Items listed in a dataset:
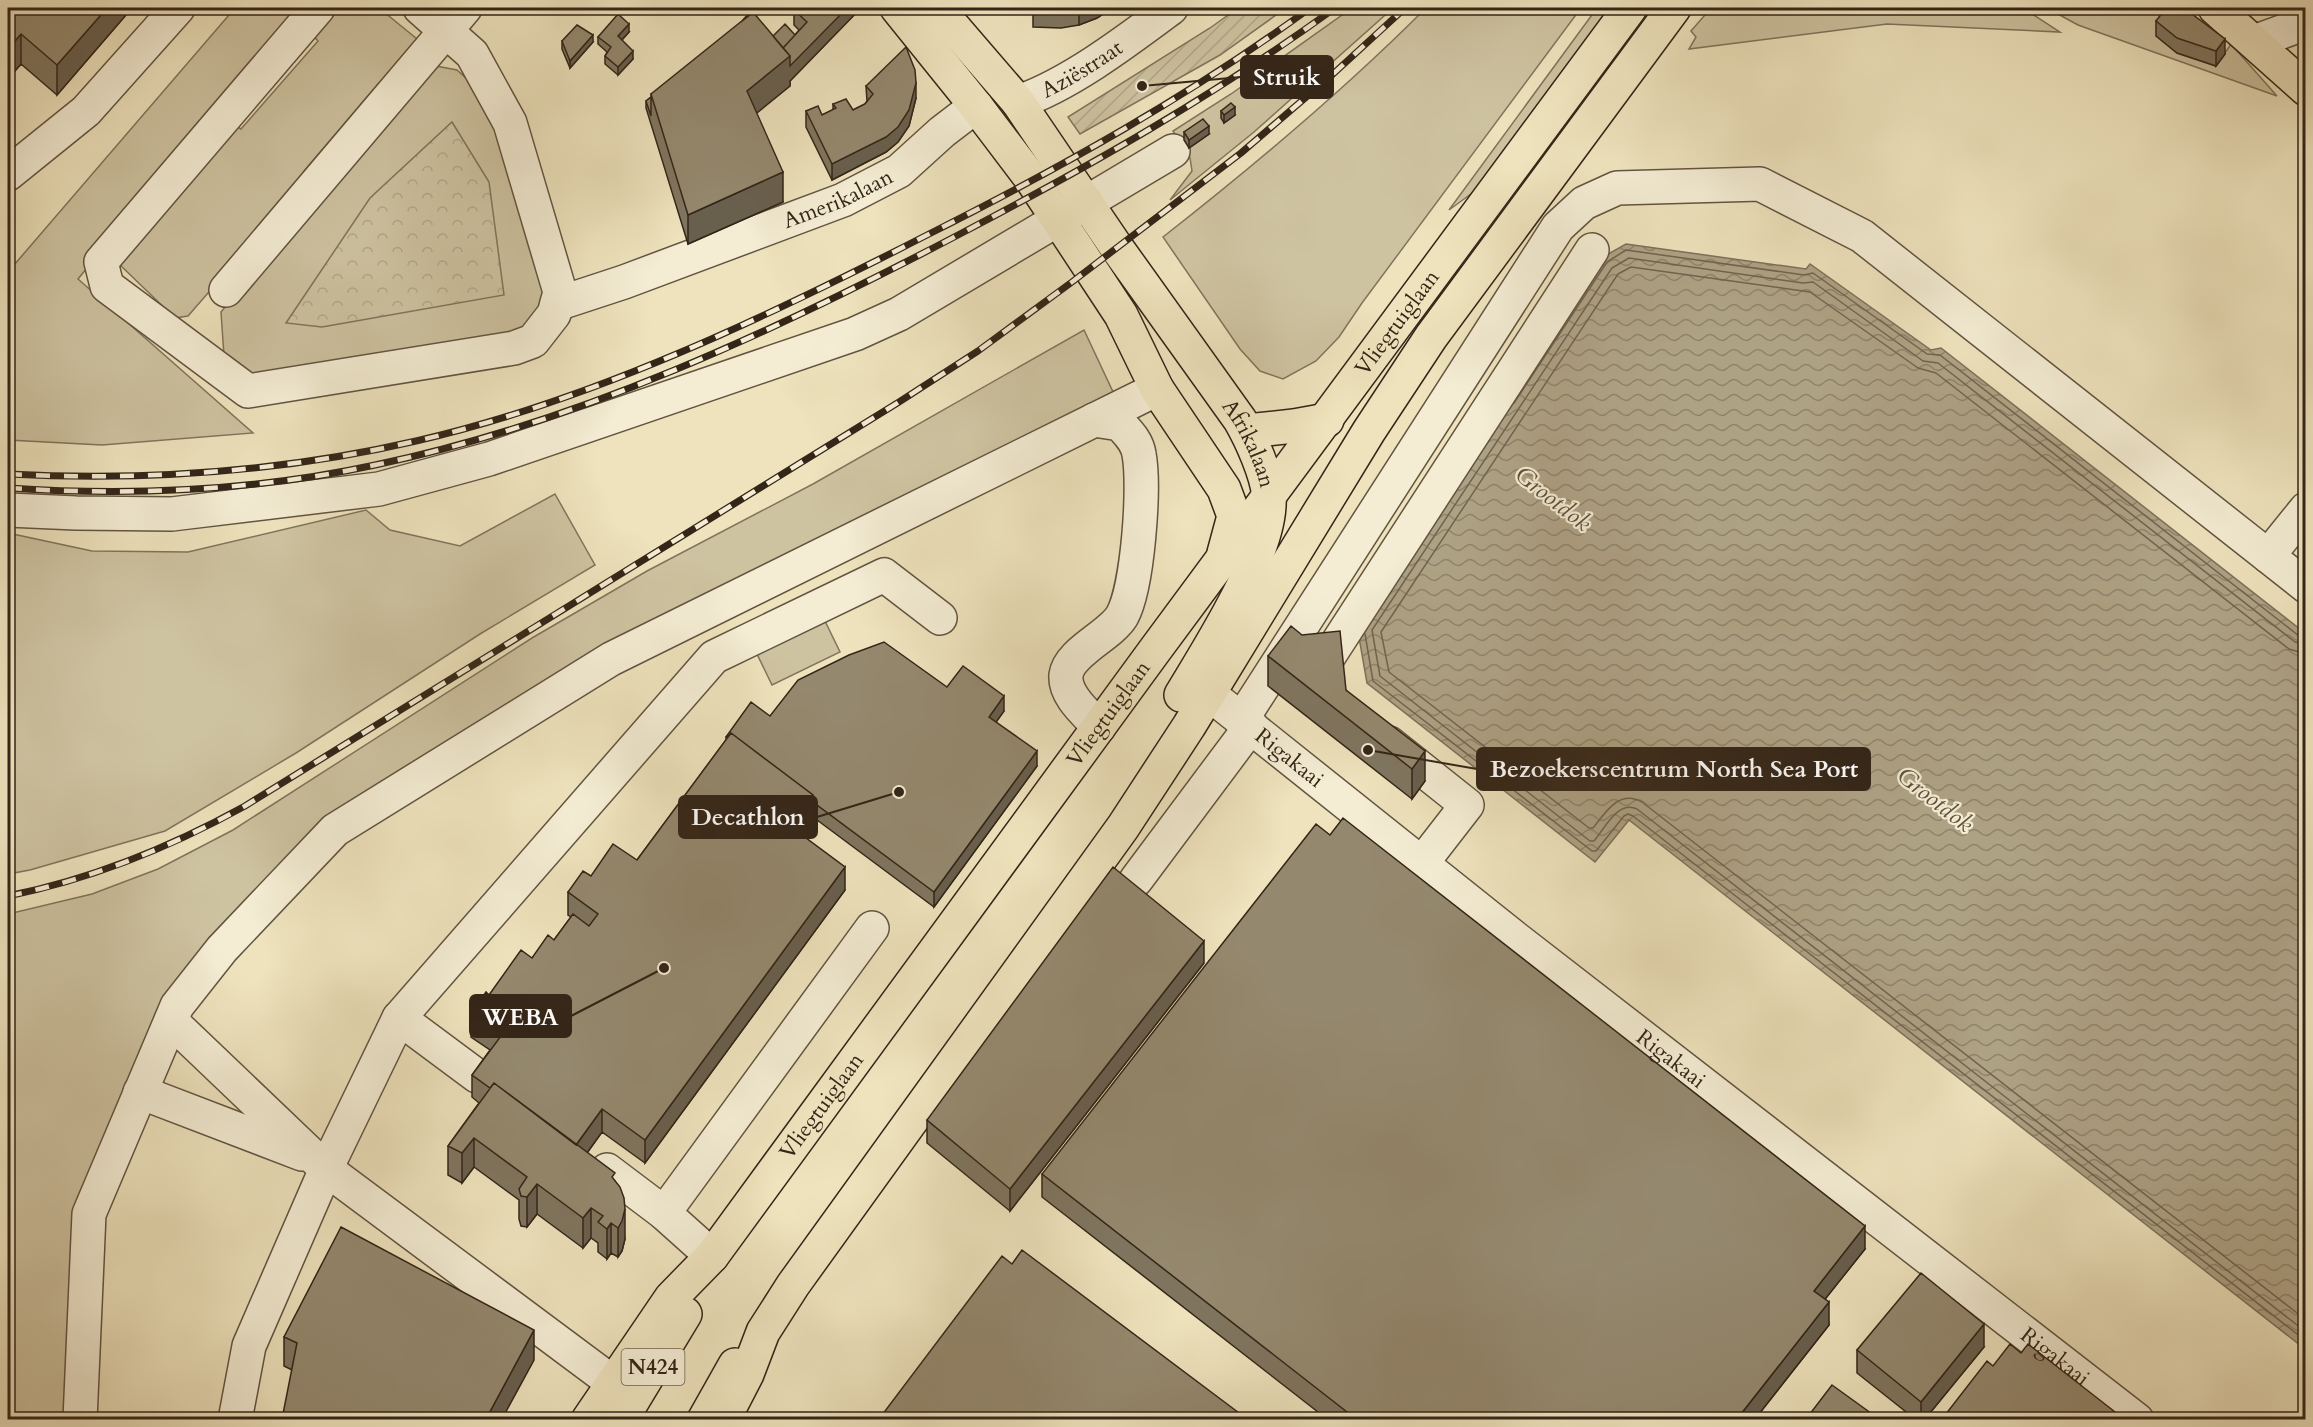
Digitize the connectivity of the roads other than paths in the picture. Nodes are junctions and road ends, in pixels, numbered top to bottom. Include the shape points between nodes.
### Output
1 (178, 8) edge
2 (318, 8) edge
3 (420, 8) edge
4 (897, 8) edge
5 (937, 8) edge
6 (1171, 8) edge
7 (1630, 8) edge
8 (1674, 8) edge
9 (2215, 8) edge
10 (456, 19) edge
11 (2306, 23) edge
12 (2254, 42) junction
13 (2306, 89) edge
14 (1018, 102) junction
15 (976, 106) junction
16 (1173, 151) dead end
17 (8, 174) edge
18 (1086, 203) junction
19 (1057, 220) junction
20 (1592, 250) dead end
21 (226, 290) dead end
22 (557, 304) junction
23 (1157, 389) junction
24 (1094, 420) junction
25 (1327, 420) junction
26 (1247, 432) junction
27 (1207, 463) junction
28 (1332, 490) junction
29 (1269, 497) junction
30 (2306, 509) edge
31 (8, 510) edge
32 (2268, 556) junction
33 (1223, 558) junction
34 (2306, 586) edge
35 (940, 618) dead end
36 (1325, 662) edge
37 (1208, 693) junction
38 (1246, 722) junction
39 (1366, 725) edge
40 (1099, 727) junction
41 (1422, 863) junction
42 (1136, 880) dead end
43 (1079, 891) junction
44 (872, 928) dead end
45 (399, 1018) junction
46 (171, 1021) junction
47 (477, 1076) edge
48 (140, 1092) junction
49 (321, 1164) junction
50 (607, 1170) edge
51 (664, 1213) junction
52 (712, 1256) junction
53 (678, 1306) junction
54 (764, 1332) junction
55 (612, 1382) junction
56 (80, 1419) edge
57 (236, 1419) edge
58 (588, 1419) edge
59 (621, 1419) edge
60 (704, 1419) edge
61 (723, 1419) edge
62 (2137, 1419) edge

1 - 17 street via 86,111
2 - 22 street via 101,262 107,286 248,391 514,348 533,341
3 - 10 street
4 - 15 main road, Afrikalaan / N424
5 - 14 main road, Afrikalaan
6 - 14 street, Aziëstraat via 1057,85
7 - 25 main road, Vliegtuiglaan
8 - 28 main road, Vliegtuiglaan via 1431,338
9 - 12 main road
10 - 21 street
10 - 22 street via 510,123 560,292
11 - 12 street
12 - 13 main road
14 - 18 main road, Afrikalaan
15 - 19 main road, Afrikalaan / N424
15 - 22 street, Amerikalaan via 899,171 843,200
16 - 18 street
18 - 19 street
18 - 26 main road, Afrikalaan
19 - 23 main road, Afrikalaan / N424 via 1120,315
19 - 31 street via 899,314 855,334 478,462 379,489 172,514
20 - 36 street
23 - 24 street
23 - 27 main road, Afrikalaan / N424
24 - 40 street via 1120,423 1133,438 1139,452 1141,478 1132,593 1121,618 1080,653 1066,672 1066,687
24 - 46 street via 611,659 335,830 222,949 177,1006
25 - 26 main road
25 - 29 main road, Vliegtuiglaan
26 - 29 main road, Afrikalaan
27 - 29 main road, Afrikalaan / N424
27 - 33 main road, N424 via 1224,489 1234,516
28 - 29 main road, N424 via 1289,500
28 - 37 main road, Vliegtuiglaan
29 - 33 main road, Vliegtuiglaan
29 - 43 main road via 1257,556 1148,753 1084,848
30 - 32 street
32 - 34 street
32 - 38 street via 1862,236 1760,184 1617,188 1584,203 1558,228
33 - 40 main road, Vliegtuiglaan / N424
35 - 45 street via 884,575 714,657
37 - 38 street, Rigakaai
37 - 43 main road, Vliegtuiglaan
38 - 41 street, Rigakaai
38 - 42 street
39 - 41 street via 1467,805
40 - 52 main road, Vliegtuiglaan / N424
41 - 62 street, Rigakaai
43 - 54 main road, Vliegtuiglaan via 861,1189
44 - 51 street
45 - 47 street
45 - 49 street
46 - 48 street
46 - 49 street
48 - 49 street
48 - 56 street via 89,1214
49 - 55 street
49 - 57 street via 249,1346
50 - 51 street
51 - 52 street
52 - 53 main road, N424
53 - 55 main road, N424
53 - 59 main road, N424
54 - 60 main road via 735,1365
54 - 61 main road, Vliegtuiglaan
55 - 58 main road, N424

* _Your task_
Each line above with the word "Vliegtuiglaan" needs to be copied.

* _Exercise output_
7 - 25 main road, Vliegtuiglaan
8 - 28 main road, Vliegtuiglaan via 1431,338
25 - 29 main road, Vliegtuiglaan
28 - 37 main road, Vliegtuiglaan
29 - 33 main road, Vliegtuiglaan
33 - 40 main road, Vliegtuiglaan / N424
37 - 43 main road, Vliegtuiglaan
40 - 52 main road, Vliegtuiglaan / N424
43 - 54 main road, Vliegtuiglaan via 861,1189
54 - 61 main road, Vliegtuiglaan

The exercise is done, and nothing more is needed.